User:IssaRice/Tao's notation for limits

Tao's notation for a limit is ${\displaystyle \underset{x\to x_0;x\in E}{lim}f(x)}$.

Can we write this in a more standard way? basically, if we give one additional definition, we have the very appealing formula ${\displaystyle \underset{x\to x_0;x\in E}{lim}f(x)=\underset{x\to x_0}{lim}f{|}_E(x)}$.

The additional definition is this: if ${\displaystyle f:X\to \mathbf{R}}$, then we define ${\displaystyle \underset{x\to x_0}{lim}f(x):=\underset{x\to x_0;x\in X}{lim}f(x)}$. In other words, by default we assume that the limit is taken over the entire domain of the function.

Now, given ${\displaystyle f:X\to \mathbf{R}}$ and some ${\displaystyle E\subseteq X}$, we have ${\displaystyle f{|}_E:E\to \mathbf{R}}$. Thus, ${\displaystyle \underset{x\to x_0}{lim}{f}_E(x)=\underset{x\to x_0;x\in E}{lim}f{|}_E(x)}$.

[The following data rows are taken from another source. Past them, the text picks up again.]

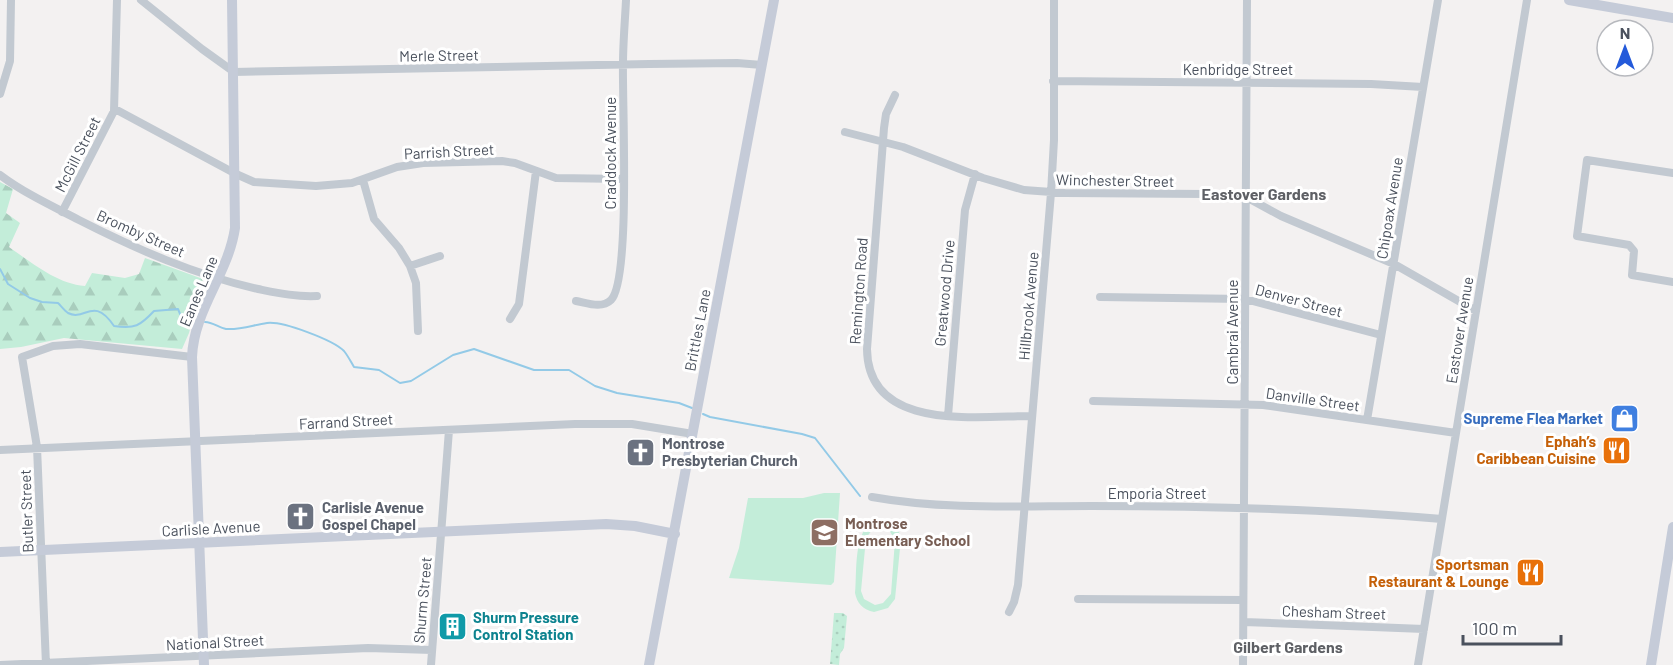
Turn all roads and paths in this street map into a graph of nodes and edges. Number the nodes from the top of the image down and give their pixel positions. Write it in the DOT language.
graph roads {
  1 [pos="11,0"];
  2 [pos="117,0"];
  3 [pos="141,0"];
  4 [pos="232,0"];
  5 [pos="626,0"];
  6 [pos="774,0"];
  7 [pos="1054,0"];
  8 [pos="1247,0"];
  9 [pos="1438,0"];
  10 [pos="1527,0"];
  11 [pos="1569,0"];
  12 [pos="1673,18"];
  13 [pos="623,65"];
  14 [pos="762,65"];
  15 [pos="234,72"];
  16 [pos="1053,81"];
  17 [pos="1247,83"];
  18 [pos="1423,87"];
  19 [pos="0,94"];
  20 [pos="895,95"];
  21 [pos="115,109"];
  22 [pos="845,132"];
  23 [pos="883,141"];
  24 [pos="536,171"];
  25 [pos="1673,173"];
  26 [pos="236,174"];
  27 [pos="975,174"];
  28 [pos="0,175"];
  29 [pos="624,179"];
  30 [pos="363,180"];
  31 [pos="1051,193"];
  32 [pos="1246,197"];
  33 [pos="62,212"];
  34 [pos="440,256"];
  35 [pos="1394,264"];
  36 [pos="410,266"];
  37 [pos="218,279"];
  38 [pos="1673,282"];
  39 [pos="317,296"];
  40 [pos="1100,297"];
  41 [pos="1245,299"];
  42 [pos="576,301"];
  43 [pos="1476,312"];
  44 [pos="510,319"];
  45 [pos="418,332"];
  46 [pos="1382,335"];
  47 [pos="192,357"];
  48 [pos="1093,401"];
  49 [pos="1245,403"];
  50 [pos="948,416"];
  51 [pos="1032,416"];
  52 [pos="1367,420"];
  53 [pos="449,430"];
  54 [pos="1456,433"];
  55 [pos="693,434"];
  56 [pos="196,440"];
  57 [pos="37,447"];
  58 [pos="0,450"];
  59 [pos="872,497"];
  60 [pos="1025,506"];
  61 [pos="1244,508"];
  62 [pos="1442,519"];
  63 [pos="1673,527"];
  64 [pos="441,532"];
  65 [pos="675,534"];
  66 [pos="200,543"];
  67 [pos="41,550"];
  68 [pos="0,552"];
  69 [pos="1671,557"];
  70 [pos="1078,599"];
  71 [pos="1243,600"];
  72 [pos="1009,612"];
  73 [pos="1244,622"];
  74 [pos="1424,629"];
  75 [pos="432,650"];
  76 [pos="204,660"];
  77 [pos="46,664"];
  78 [pos="0,665"];
  79 [pos="431,665"];
  80 [pos="649,665"];
  81 [pos="1243,665"];
  82 [pos="1418,665"];
  83 [pos="1651,665"];
  1 -- 19 [label="street"];
  2 -- 21 [label="street, McGill Street"];
  3 -- 15 [label="street"];
  4 -- 15 [label="street, Eanes Lane"];
  5 -- 13 [label="street, Craddock Avenue"];
  6 -- 14 [label="street, Brittles Lane"];
  7 -- 16 [label="street, Hillbrook Avenue"];
  8 -- 17 [label="street, Cambrai Avenue"];
  9 -- 18 [label="street, Chipoax Avenue"];
  10 -- 43 [label="street, Eastover Avenue"];
  11 -- 12 [label="street"];
  13 -- 14 [label="street, Merle Street"];
  13 -- 15 [label="street, Merle Street"];
  13 -- 29 [label="street, Craddock Avenue"];
  14 -- 55 [label="street, Brittles Lane"];
  15 -- 26 [label="street, Eanes Lane"];
  16 -- 17 [label="street, Kenbridge Street"];
  16 -- 31 [label="street, Hillbrook Avenue"];
  17 -- 18 [label="street, Kenbridge Street"];
  17 -- 32 [label="street, Cambrai Avenue"];
  18 -- 35 [label="street, Chipoax Avenue"];
  20 -- 23 [label="street, Remington Road"];
  21 -- 26 [label="street, Parrish Street"];
  21 -- 33 [label="street, McGill Street"];
  22 -- 23 [label="street, Winchester Street"];
  23 -- 27 [label="street, Winchester Street"];
  23 -- 50 [label="street, Remington Road"];
  24 -- 29 [label="street, Parrish Street"];
  24 -- 30 [label="street, Parrish Street"];
  24 -- 44 [label="street"];
  25 -- 38 [label="street"];
  26 -- 30 [label="street, Parrish Street"];
  26 -- 37 [label="street, Eanes Lane"];
  27 -- 31 [label="street, Winchester Street"];
  27 -- 50 [label="street, Greatwood Drive"];
  28 -- 33 [label="street, Bromby Street"];
  29 -- 42 [label="street, Craddock Avenue"];
  30 -- 36 [label="street"];
  31 -- 32 [label="street, Winchester Street"];
  31 -- 51 [label="street, Hillbrook Avenue"];
  32 -- 35 [label="street, Winchester Street"];
  32 -- 41 [label="street, Cambrai Avenue"];
  33 -- 37 [label="street, Bromby Street"];
  34 -- 36 [label="street"];
  35 -- 43 [label="street, Winchester Street"];
  35 -- 46 [label="street, Chipoax Avenue"];
  36 -- 45 [label="street"];
  37 -- 39 [label="street, Bromby Street"];
  37 -- 47 [label="street, Eanes Lane"];
  40 -- 41 [label="street, Denver Street"];
  41 -- 46 [label="street, Denver Street"];
  41 -- 49 [label="street, Cambrai Avenue"];
  43 -- 54 [label="street, Eastover Avenue"];
  46 -- 52 [label="street, Chipoax Avenue"];
  47 -- 56 [label="street, Eanes Lane"];
  47 -- 57 [label="street, Butler Street"];
  48 -- 49 [label="street, Danville Street"];
  49 -- 52 [label="street, Danville Street"];
  49 -- 61 [label="street, Cambrai Avenue"];
  50 -- 51 [label="street, Remington Road"];
  51 -- 60 [label="street, Hillbrook Avenue"];
  52 -- 54 [label="street, Danville Street"];
  53 -- 55 [label="street, Farrand Street"];
  53 -- 56 [label="street, Farrand Street"];
  53 -- 64 [label="street, Shurm Street"];
  54 -- 62 [label="street, Eastover Avenue"];
  55 -- 65 [label="street, Brittles Lane"];
  56 -- 57 [label="street, Farrand Street"];
  56 -- 66 [label="street, Eanes Lane"];
  57 -- 58 [label="street, Farrand Street"];
  57 -- 67 [label="street, Butler Street"];
  59 -- 60 [label="street, Emporia Street"];
  60 -- 61 [label="street, Emporia Street"];
  60 -- 72 [label="street, Hillbrook Avenue"];
  61 -- 62 [label="street, Emporia Street"];
  61 -- 71 [label="street, Cambrai Avenue"];
  62 -- 74 [label="street, Eastover Avenue"];
  63 -- 69 [label="street"];
  64 -- 65 [label="street, Carlisle Avenue"];
  64 -- 66 [label="street, Carlisle Avenue"];
  64 -- 75 [label="street, Shurm Street"];
  65 -- 80 [label="street, Brittles Lane"];
  66 -- 67 [label="street, Carlisle Avenue"];
  66 -- 76 [label="street, Eanes Lane"];
  67 -- 68 [label="street, Carlisle Avenue"];
  67 -- 77 [label="street, Butler Street"];
  69 -- 83 [label="street"];
  70 -- 71 [label="street"];
  71 -- 73 [label="street, Cambrai Avenue"];
  73 -- 74 [label="street, Chesham Street"];
  73 -- 81 [label="street, Cambrai Avenue"];
  74 -- 82 [label="street, Eastover Avenue"];
  75 -- 76 [label="street, National Street"];
  75 -- 79 [label="street, Shurm Street"];
  76 -- 77 [label="street, National Street"];
  77 -- 78 [label="street, National Street"];
}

By exercise 9.4.6, ${\displaystyle \underset{x\to x_0;x\in E}{lim}f(x)=\underset{x\to x_0;x\in E}{lim}f{|}_E(x)}$

Combining these two equalities, we have ${\displaystyle \underset{x\to x_0;x\in E}{lim}f(x)=\underset{x\to x_0}{lim}{f}_E(x)}$ as promised.